WHAT YOU NEED TO DO
Go through the records and count every line that holds "Write". Only the number belongs in the reply.
══ STORED DATA
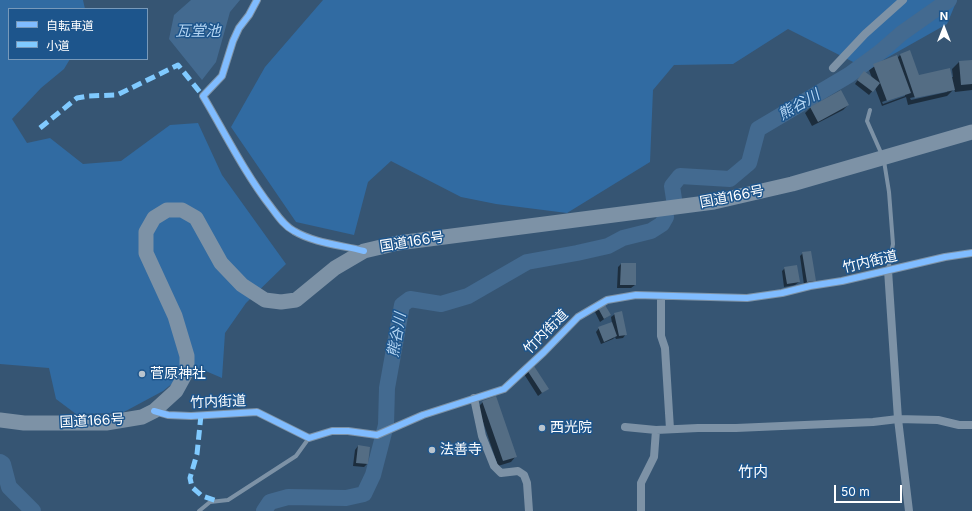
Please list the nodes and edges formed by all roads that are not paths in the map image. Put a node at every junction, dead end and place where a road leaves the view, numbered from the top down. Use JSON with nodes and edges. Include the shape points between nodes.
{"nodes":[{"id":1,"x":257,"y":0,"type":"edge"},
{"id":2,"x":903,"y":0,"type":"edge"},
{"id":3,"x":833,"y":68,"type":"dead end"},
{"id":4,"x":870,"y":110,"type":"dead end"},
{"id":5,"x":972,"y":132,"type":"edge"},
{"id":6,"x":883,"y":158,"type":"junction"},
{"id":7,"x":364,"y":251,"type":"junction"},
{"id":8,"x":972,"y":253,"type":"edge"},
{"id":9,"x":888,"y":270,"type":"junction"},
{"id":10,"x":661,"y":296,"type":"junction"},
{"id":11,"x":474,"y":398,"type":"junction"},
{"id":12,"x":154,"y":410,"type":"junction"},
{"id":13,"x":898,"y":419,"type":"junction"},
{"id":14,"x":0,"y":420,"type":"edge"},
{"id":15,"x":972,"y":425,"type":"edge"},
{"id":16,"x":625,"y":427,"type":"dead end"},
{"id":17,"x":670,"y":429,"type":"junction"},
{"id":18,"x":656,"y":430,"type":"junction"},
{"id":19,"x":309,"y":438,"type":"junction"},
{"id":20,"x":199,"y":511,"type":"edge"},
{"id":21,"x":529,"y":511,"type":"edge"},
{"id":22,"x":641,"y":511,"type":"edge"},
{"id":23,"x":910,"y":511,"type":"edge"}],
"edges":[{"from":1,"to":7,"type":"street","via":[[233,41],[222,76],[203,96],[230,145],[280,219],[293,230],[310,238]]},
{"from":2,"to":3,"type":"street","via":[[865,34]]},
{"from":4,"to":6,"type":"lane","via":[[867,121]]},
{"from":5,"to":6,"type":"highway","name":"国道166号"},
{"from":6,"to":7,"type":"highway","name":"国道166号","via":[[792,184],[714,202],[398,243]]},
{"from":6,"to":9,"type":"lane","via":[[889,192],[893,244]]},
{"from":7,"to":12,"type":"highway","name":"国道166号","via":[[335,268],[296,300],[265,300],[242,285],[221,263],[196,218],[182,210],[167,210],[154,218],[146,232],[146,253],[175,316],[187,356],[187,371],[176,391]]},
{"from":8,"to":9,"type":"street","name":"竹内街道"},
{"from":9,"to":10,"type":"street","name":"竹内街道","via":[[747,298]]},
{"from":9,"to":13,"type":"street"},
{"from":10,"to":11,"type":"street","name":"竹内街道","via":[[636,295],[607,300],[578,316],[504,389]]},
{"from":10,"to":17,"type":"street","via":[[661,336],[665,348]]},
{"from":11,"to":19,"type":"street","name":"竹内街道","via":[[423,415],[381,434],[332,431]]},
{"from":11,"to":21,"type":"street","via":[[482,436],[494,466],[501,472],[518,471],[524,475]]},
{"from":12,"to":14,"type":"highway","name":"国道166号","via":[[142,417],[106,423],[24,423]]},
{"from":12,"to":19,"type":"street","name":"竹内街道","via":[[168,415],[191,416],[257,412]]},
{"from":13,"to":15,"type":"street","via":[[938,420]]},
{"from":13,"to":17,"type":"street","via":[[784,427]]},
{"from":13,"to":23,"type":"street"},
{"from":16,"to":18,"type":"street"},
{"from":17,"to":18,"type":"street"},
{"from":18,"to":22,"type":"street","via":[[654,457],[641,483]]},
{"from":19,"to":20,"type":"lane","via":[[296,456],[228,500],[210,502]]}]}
════
══ STORED DATA
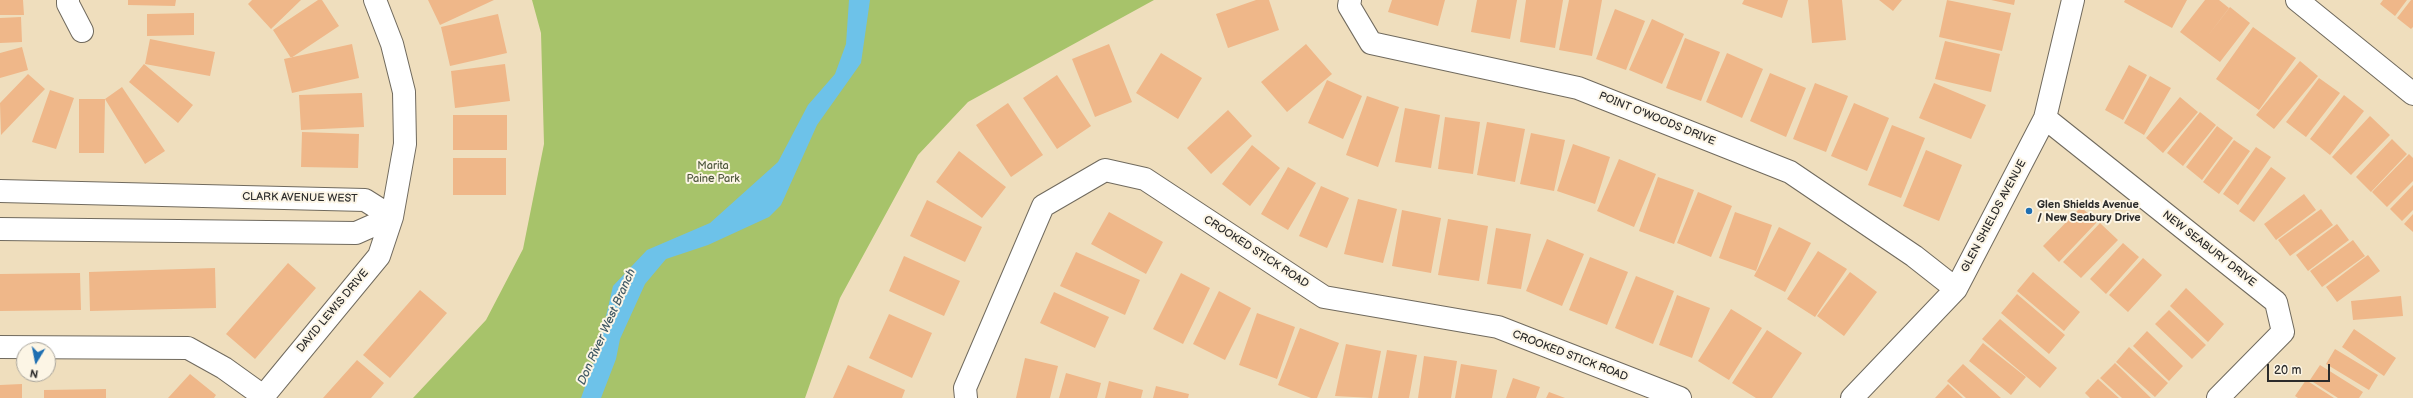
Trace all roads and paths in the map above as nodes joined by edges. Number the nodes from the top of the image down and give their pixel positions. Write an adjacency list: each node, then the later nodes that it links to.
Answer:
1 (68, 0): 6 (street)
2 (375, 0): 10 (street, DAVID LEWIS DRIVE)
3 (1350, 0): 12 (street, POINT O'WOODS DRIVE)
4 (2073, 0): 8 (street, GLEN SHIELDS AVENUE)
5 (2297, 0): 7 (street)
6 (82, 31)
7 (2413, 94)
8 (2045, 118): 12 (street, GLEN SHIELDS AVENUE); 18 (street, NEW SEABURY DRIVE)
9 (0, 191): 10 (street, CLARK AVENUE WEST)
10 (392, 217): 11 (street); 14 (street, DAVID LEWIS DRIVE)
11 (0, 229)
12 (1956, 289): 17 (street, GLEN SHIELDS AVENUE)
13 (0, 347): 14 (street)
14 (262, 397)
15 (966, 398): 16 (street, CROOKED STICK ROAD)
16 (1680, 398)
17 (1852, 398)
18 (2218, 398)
════
══ STORED DATA
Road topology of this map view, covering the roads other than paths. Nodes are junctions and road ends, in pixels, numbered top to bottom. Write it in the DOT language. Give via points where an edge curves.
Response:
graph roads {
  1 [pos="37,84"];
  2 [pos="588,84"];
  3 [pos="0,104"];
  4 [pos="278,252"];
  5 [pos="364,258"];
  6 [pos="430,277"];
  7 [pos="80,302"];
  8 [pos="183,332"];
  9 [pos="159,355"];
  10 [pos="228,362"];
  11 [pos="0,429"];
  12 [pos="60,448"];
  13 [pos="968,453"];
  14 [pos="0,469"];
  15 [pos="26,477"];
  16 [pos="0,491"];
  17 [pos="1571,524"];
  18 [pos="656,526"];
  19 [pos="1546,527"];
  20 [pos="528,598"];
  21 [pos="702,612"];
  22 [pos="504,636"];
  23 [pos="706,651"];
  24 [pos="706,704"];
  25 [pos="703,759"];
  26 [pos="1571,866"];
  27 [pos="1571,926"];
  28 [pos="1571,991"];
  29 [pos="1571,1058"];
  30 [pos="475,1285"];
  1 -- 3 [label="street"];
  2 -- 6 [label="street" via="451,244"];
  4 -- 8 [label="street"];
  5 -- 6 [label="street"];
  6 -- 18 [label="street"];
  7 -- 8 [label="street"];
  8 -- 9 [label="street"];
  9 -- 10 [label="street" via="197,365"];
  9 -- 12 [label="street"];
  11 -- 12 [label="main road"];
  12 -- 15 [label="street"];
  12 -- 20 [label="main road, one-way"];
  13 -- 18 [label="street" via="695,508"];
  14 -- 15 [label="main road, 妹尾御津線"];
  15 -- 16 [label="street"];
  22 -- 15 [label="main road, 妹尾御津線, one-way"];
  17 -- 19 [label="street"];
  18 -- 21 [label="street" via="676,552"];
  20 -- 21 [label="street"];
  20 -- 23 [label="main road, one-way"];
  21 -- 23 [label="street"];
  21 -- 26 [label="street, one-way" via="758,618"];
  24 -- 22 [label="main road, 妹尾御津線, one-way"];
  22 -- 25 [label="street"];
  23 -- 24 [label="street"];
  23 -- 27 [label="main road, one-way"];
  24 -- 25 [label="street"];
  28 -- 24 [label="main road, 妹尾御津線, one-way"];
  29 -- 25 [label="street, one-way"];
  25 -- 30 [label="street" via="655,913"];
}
════
WRITTEN REPLY
2